Upon remand, trial was limited to the question of liability. The Okeys stipulated that the fire was the result of arson, so the only issue to be tried was the Okeys’ connection, if any, to the arson. This trial resulted in a verdict and final judgment for Monarch. We reverse this judgment because of the improper admission of evidence.

Nason, a neighbor of the Okeys, was allowed to testify over objection that Hurley, an uncle of the Okeys’ son-in-law, told him that prior to the fire, the Okeys had replaced the good furniture in the house with items of poor quality. This testimony was inadmissible hearsay, Lombardi v. The Flaming Fountain, Inc., 327 So.2d 39 (Fla.4th DCA 1976), and its admission was highly prejudicial to the plaintiffs’ case.

Monarch had Carter, whose truck was found at the scene with the engine warm, testify to his activities on the day of the fire. He testified that he had left his truck at the Okey house at about 6:00 p. m. for repair of an overheating problem. Monarch then impeached Carter’s testimony with that of the fire chief, who stated that Carter had told him that Carter had been to the Okey house at 4:00 p. m. to feed the Okeys’ dog.

One seeking to impeach his own witness can do so only when he has been surprised by the witness’ testimony and the testimony is actually prejudicial to his case. Foremost Dairies, Inc., of the South v. Cutler, 212 So.2d (Fla.4th DCA 1968). Monarch cannot claim to have been surprised by Carter’s testimony, since it was consistent with his pre-trial deposition. Admission of this testimony was not harmless error, since it reflected on the credibility of a key witness.

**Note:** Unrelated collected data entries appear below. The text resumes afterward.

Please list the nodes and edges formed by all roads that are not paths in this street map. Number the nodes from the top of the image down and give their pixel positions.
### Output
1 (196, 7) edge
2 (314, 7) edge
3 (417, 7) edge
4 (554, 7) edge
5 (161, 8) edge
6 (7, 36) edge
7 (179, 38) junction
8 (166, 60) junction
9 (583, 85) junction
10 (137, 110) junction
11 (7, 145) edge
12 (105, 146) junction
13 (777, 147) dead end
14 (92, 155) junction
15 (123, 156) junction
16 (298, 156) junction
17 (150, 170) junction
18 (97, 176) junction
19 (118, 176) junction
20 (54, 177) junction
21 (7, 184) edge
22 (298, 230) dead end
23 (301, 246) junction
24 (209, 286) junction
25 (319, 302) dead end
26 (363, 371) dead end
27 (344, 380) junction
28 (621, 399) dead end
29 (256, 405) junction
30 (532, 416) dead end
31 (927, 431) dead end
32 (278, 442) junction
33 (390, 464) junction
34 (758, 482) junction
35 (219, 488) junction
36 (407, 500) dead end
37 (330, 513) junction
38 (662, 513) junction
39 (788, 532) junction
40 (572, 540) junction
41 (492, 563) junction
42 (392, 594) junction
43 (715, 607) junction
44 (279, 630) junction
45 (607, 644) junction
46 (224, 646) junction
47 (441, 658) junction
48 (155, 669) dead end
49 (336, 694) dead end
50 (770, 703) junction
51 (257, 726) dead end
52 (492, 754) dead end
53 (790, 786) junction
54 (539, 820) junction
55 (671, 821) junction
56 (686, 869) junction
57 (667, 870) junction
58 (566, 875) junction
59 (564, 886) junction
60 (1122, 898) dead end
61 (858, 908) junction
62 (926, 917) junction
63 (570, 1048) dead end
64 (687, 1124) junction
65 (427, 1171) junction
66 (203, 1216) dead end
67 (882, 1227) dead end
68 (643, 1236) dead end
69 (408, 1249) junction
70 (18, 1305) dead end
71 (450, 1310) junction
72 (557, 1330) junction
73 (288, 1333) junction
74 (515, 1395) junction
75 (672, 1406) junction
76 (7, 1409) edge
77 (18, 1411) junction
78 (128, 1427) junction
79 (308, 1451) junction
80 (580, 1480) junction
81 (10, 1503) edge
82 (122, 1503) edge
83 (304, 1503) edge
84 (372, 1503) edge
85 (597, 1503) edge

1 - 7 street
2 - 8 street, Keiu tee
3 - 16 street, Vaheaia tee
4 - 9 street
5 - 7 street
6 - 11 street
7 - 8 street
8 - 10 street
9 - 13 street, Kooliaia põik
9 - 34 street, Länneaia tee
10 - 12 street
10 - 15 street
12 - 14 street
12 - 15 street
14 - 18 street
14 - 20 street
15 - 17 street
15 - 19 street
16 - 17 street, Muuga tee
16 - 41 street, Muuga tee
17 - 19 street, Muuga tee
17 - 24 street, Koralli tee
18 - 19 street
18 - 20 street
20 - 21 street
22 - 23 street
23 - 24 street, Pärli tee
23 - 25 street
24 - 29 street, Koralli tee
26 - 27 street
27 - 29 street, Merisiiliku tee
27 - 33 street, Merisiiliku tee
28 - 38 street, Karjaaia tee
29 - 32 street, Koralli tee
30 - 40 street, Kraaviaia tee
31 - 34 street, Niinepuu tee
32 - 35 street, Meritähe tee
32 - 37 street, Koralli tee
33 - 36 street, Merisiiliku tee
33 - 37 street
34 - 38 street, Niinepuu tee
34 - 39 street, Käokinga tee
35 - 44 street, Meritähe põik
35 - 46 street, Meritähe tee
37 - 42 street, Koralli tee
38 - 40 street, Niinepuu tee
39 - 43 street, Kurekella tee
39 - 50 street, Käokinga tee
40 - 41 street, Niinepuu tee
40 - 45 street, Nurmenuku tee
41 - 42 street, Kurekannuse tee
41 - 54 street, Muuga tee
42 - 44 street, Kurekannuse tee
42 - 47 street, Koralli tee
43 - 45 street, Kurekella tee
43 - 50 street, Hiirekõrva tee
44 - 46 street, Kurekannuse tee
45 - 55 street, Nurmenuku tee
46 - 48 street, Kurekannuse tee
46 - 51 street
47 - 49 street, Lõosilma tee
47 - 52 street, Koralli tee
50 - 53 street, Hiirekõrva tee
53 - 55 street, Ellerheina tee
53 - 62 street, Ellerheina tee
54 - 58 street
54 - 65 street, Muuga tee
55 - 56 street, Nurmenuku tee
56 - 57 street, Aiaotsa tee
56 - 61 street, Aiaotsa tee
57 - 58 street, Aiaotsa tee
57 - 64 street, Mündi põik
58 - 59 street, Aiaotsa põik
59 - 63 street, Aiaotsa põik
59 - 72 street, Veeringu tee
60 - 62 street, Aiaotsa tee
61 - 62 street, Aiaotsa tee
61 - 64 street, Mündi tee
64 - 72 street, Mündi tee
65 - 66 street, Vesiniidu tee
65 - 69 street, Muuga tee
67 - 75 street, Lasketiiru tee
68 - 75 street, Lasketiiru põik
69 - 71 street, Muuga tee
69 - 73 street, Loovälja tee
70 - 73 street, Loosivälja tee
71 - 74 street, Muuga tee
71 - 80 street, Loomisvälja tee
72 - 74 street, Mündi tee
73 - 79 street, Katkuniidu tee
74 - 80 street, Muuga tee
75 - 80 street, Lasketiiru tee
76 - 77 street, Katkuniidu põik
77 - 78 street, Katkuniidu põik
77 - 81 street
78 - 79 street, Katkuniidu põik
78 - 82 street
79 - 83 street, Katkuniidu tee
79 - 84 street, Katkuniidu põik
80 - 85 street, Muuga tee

*59The trial was also marked by several incidents which should have resulted in a mistrial. Prior to trial, the Okeys stipulated that the fire was started by arson, which left for trial the issue of whether the arson was committed by the Okeys or their agents. In his opening statement, defense counsel made the statement that the plaintiffs had “admitted arson.” Defense counsel asked the fire marshal if plaintiffs counsel had accused him of conspiring against the plaintiffs. The jury was sent from the courtroom so many times in this hotly contested trial that one juror remarked that he was being “paid for hiking.”

The trial judge recognized the prejudicial effect of these occurrences, as he stated that he would have declared a mistrial, had this been a criminal case. However, he neglected to do so here because of his reluctance to reschedule the cause for its third trial. We are convinced that a mistrial should have been declared because the cumulative effect of these errors deprived the jury of the calm and considered atmosphere in which it should determine its verdict. See Seaboard Air Line Railroad Co. v. Ford, 92 So.2d 160 (Fla.1956).

The judgment for the appellees is reversed and the cause is remanded for new trial.

COBB, FRANK D. UPCHURCH, Jr. and COWART, JJ., concur.